Extrait
Paris, lundi 31 décembre 1899
Vers dix heures du soir, Madame Marie Picard a commencé à ressentir les premiers signes de l’enfantement. Madame Marie, c’est Marie de Beer, la fille d’un joaillier d’Anvers que Jules a rencontrée à Paris, alors qu’elle passait quelques jours avec sa sœur Astrid. Peut-être eût-il mieux valu que cet événement n’eût jamais existé. Bon, c’est vrai, cette histoire aurait vite tourné court.
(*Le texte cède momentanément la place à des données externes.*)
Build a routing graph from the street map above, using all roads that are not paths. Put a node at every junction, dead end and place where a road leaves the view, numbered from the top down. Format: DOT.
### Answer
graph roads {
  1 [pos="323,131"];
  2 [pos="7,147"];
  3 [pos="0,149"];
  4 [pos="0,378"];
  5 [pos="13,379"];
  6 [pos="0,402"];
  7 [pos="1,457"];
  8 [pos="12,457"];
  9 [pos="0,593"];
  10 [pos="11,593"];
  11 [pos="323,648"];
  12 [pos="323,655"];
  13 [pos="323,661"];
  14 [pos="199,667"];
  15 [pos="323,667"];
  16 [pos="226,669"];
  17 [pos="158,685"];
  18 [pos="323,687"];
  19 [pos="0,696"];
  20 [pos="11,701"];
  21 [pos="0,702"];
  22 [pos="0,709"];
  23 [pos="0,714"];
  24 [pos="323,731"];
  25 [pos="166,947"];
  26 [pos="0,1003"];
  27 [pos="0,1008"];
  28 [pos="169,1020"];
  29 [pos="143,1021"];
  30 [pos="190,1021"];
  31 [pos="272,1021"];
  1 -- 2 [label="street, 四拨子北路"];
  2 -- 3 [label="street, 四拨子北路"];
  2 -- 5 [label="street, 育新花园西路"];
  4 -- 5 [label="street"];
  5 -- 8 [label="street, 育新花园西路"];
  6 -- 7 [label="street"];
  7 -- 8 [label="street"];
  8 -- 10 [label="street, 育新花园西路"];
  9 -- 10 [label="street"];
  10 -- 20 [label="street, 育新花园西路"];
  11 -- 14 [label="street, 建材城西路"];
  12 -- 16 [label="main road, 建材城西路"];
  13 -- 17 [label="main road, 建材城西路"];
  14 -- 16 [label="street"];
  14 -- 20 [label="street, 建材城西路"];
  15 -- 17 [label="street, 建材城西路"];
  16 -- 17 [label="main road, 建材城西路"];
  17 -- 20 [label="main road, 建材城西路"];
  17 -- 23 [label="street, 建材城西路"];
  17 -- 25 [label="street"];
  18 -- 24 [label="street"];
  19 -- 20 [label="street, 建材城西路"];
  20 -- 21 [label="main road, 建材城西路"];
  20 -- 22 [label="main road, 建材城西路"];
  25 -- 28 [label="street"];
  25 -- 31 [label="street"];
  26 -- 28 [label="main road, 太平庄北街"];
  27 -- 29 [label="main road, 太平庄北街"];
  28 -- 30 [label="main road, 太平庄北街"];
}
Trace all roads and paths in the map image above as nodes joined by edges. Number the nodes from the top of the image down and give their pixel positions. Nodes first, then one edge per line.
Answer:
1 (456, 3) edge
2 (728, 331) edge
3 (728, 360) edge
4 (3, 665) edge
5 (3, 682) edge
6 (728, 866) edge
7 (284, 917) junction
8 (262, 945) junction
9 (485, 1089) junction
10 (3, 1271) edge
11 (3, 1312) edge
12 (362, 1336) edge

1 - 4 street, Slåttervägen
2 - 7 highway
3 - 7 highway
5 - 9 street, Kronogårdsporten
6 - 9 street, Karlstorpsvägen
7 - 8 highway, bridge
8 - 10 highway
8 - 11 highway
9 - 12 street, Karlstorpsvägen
C’est Jules qui veut se donner des airs de bon bourgeois en parlant comme ces gens-là. L’enfantement, tout le monde a rigolé, lui, il n’a rien vu. Jules paradait dans un costume bien trop étroit qui engonçait son ventre et son orgueil mais il trouvait que c’était comme cela qu’il devait apparaître, prêt à éclater.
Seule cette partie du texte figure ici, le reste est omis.